「どうした!敵の潜水艦か?」長谷川艦長が驚いて尋ねた。
「いぇ、浅瀬です。付近はだいぶん浅瀬が多いようです」
「浅瀬?…馬鹿を言え!ハワイ沖のこの辺の海域に浅瀬があるものか」
長谷川が将兵の言葉を一笑に付そうとしたその時だった。
「前方に岩礁、このまま進めば座礁します」航海士がそう告げた。
「取り舵30度、岩礁を避けろ!」即座に長谷川艦長の命令が飛んだ。
空母赤城は大きく舵を切って、岩礁の側を通過して行った。
「ふ~ぅっ、危なかったな…どうやら、だいぶん強風で流されてしまったようですな」
草鹿はほっとしたように言ったが、南雲は腕時計を見やりながら心配そうにしていた。
「ここはどの辺りだ?グズグズしていると攻撃予定時間を過ぎてしまうぞ」
「長官。ここは偵察機を出して周囲を調べさせた上で、進路を決めた方がよろしいかと思います」
「そうだな…源田航空参謀。
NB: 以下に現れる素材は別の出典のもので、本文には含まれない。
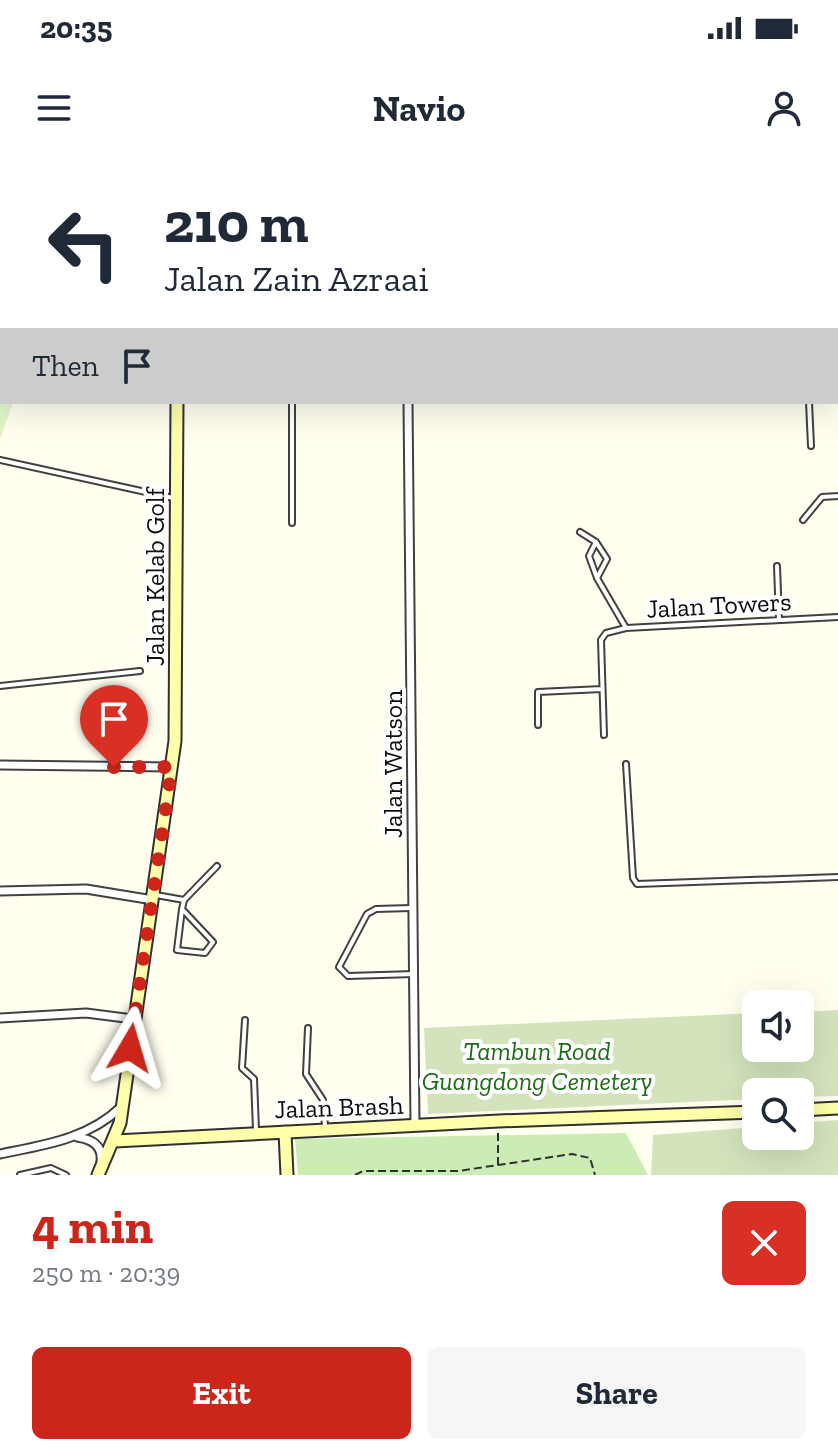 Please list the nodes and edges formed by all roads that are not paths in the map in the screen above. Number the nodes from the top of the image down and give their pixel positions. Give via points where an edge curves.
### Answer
1 (177, 404) edge
2 (292, 404) edge
3 (408, 404) edge
4 (809, 404) edge
5 (811, 446) dead end
6 (0, 460) edge
7 (838, 496) edge
8 (177, 498) junction
9 (803, 520) dead end
10 (292, 523) dead end
11 (580, 532) dead end
12 (596, 542) junction
13 (777, 566) dead end
14 (597, 578) junction
15 (838, 617) edge
16 (779, 620) junction
17 (626, 628) junction
18 (140, 671) dead end
19 (0, 686) edge
20 (602, 689) junction
21 (538, 725) dead end
22 (604, 735) dead end
23 (626, 764) dead end
24 (0, 765) edge
25 (172, 767) junction
26 (217, 866) dead end
27 (838, 877) edge
28 (0, 891) edge
29 (153, 897) junction
30 (184, 900) junction
31 (413, 908) junction
32 (182, 909) junction
33 (414, 974) junction
34 (0, 1018) edge
35 (133, 1019) junction
36 (245, 1020) dead end
37 (308, 1028) dead end
38 (123, 1105) junction
39 (838, 1108) edge
40 (814, 1109) edge
41 (742, 1112) edge
42 (415, 1126) junction
43 (325, 1129) junction
44 (256, 1132) junction
45 (285, 1132) junction
46 (75, 1137) junction
47 (115, 1141) junction
48 (0, 1154) edge
49 (98, 1174) edge
50 (20, 1175) edge
51 (66, 1175) edge
52 (287, 1175) edge

1 - 8 street, Jalan Kelab Golf
2 - 10 lane
3 - 31 street, Jalan Watson
4 - 5 lane
6 - 8 lane
7 - 9 lane via 822,497
8 - 25 street, Jalan Kelab Golf
11 - 12 lane
12 - 14 lane via 589,562
12 - 14 lane via 607,559
13 - 16 lane
14 - 17 lane, Jalan Towers
15 - 16 lane, Jalan Towers
16 - 17 lane, Jalan Towers
17 - 20 lane via 602,635
18 - 19 lane
20 - 21 lane via 538,692
20 - 22 lane
23 - 27 lane via 637,884
24 - 25 street
25 - 29 street, Jalan Kelab Golf
26 - 30 lane
28 - 29 street via 86,889
29 - 30 lane
29 - 35 street, Jalan Kelab Golf
30 - 32 lane
31 - 33 street, Jalan Watson
31 - 33 lane via 367,914 339,967 348,976
32 - 32 lane via 213,942 205,953 177,950
33 - 42 street, Jalan Watson
34 - 35 street via 86,1013
35 - 38 street, Jalan Kelab Golf
36 - 44 lane via 242,1068 254,1079
37 - 43 lane via 306,1074 323,1100
38 - 46 street
38 - 47 street, Jalan Kelab Golf
39 - 40 street
41 - 42 street, Jalan Brash
42 - 43 street, Jalan Brash
43 - 45 street, Jalan Brash
44 - 45 street, Jalan Brash
44 - 47 street, Jalan Brash
45 - 52 street
46 - 48 street
46 - 49 street via 98,1146
47 - 49 street, Jalan Kelab Golf
50 - 51 lane via 51,1168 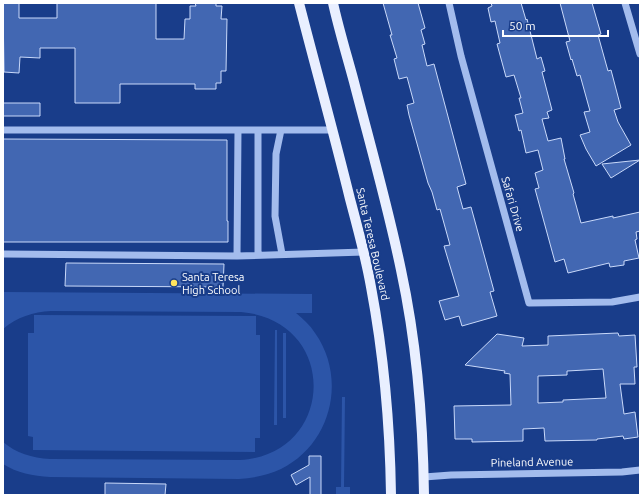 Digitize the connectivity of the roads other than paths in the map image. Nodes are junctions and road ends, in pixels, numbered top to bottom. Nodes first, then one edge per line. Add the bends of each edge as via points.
1 (299, 3) edge
2 (333, 3) edge
3 (449, 3) edge
4 (625, 3) edge
5 (640, 54) edge
6 (3, 130) edge
7 (238, 130) junction
8 (258, 130) junction
9 (281, 130) junction
10 (333, 130) junction
11 (364, 252) junction
12 (3, 254) edge
13 (282, 254) junction
14 (258, 255) junction
15 (237, 256) junction
16 (640, 297) edge
17 (640, 470) edge
18 (424, 477) junction
19 (391, 495) edge
20 (424, 495) edge

1 - 10 main road, Santa Teresa Boulevard
2 - 18 main road, Santa Teresa Boulevard via 402,271 416,361
3 - 16 street, Safari Drive via 461,56 529,303 612,302
4 - 5 street
6 - 7 street
7 - 8 street
7 - 15 street
8 - 9 street
8 - 14 street
9 - 10 street
9 - 13 street via 276,154 275,210
10 - 11 main road, Santa Teresa Boulevard
11 - 13 street
11 - 19 main road, Santa Teresa Boulevard via 385,380
12 - 15 street
13 - 14 street
14 - 15 street
17 - 18 street, Pineland Avenue
18 - 20 main road, Santa Teresa Boulevard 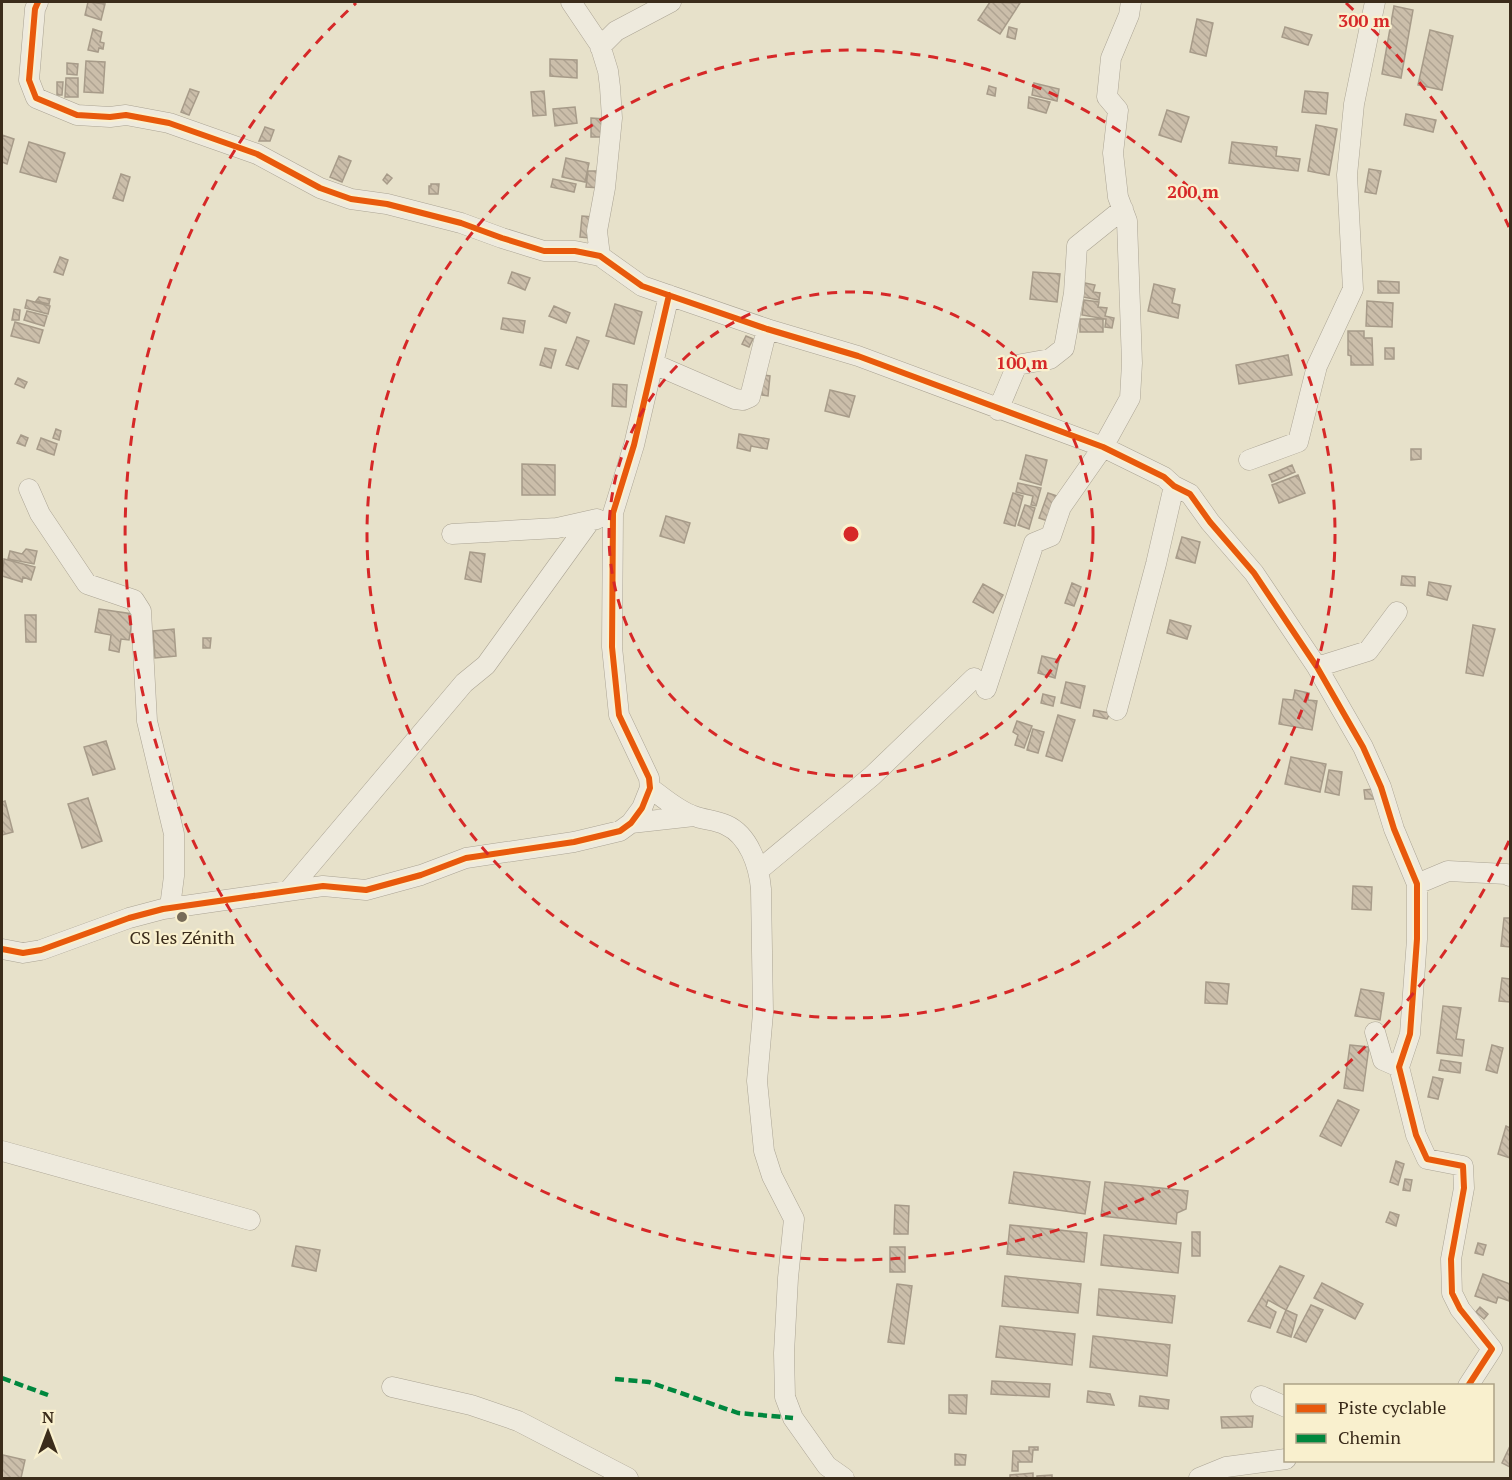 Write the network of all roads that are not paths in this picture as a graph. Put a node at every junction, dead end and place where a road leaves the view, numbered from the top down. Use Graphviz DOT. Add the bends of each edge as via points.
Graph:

九八式艦偵を出すように指示してくれ」
草鹿の提案を受けた南雲は、側にいた源田航空参謀に偵察機を出すように命じた。
<2016年12月8日 日の出前>
空母、赤城を飛び立った九八式艦上偵察機は、雲間を通して海に浮かぶ多数の島影を発見した。
「あっ!群島が見えます。あれがハワイですね」
そう言った偵察士の中村上飛曹の言葉に、操縦士の工藤少尉はちょっと小首を傾げた。
「確かに群島が見えるが、少し妙だな~…地図で見たのと島の形が違うようだが?」
「もう少し降りて、詳しく調べてみましょうか?工藤少尉」
「けど、あんまり近付くと敵に発見される恐れがあるからな~」
「もう少しだけなら大丈夫でしょう」
「よしっ!ちょっとだけ降りてみるか」
そう言うと、操縦士の工藤少尉は、九八式艦上偵察機を操って雲の下まで降下した。
「あっ!軍港らしき港があります。あっちには飛行場らしき滑走路が見えますよ」
何かを発見した中村上飛曹が、嬉しそうに工藤少尉にうながした。
「何だか、聞いたのとちょっと違うような気もするけどなァ?」
「連合艦隊の襲撃を予測して、偽装工作をしたのかも知れませんよ」
「おいっ!あれを見ろ中村…星条旗が上がってるぞ。間違いない敵地だ。すぐ艦隊に報告を入れろ」
「了解しました。艦隊より48度の方向。距離125キロ。敵軍港、並びに飛行場を発見っ!」
「長居は無用だ!九八式艦偵、これより赤城に帰到いたします」
九八式艦上偵察機から、敵地発見の報告を受けた赤城の艦橋は沸きかえった。
「よくやった!直ちに二航戦、山口少将。五航戦、原少将に打電「ニイタカヤマノボレ」繰り返す「ニイタカヤマノボレ」
艦隊を率いる南雲司令長官は、即座に通信士に命じた…そして、数奇な運命への幕は切って落とされた。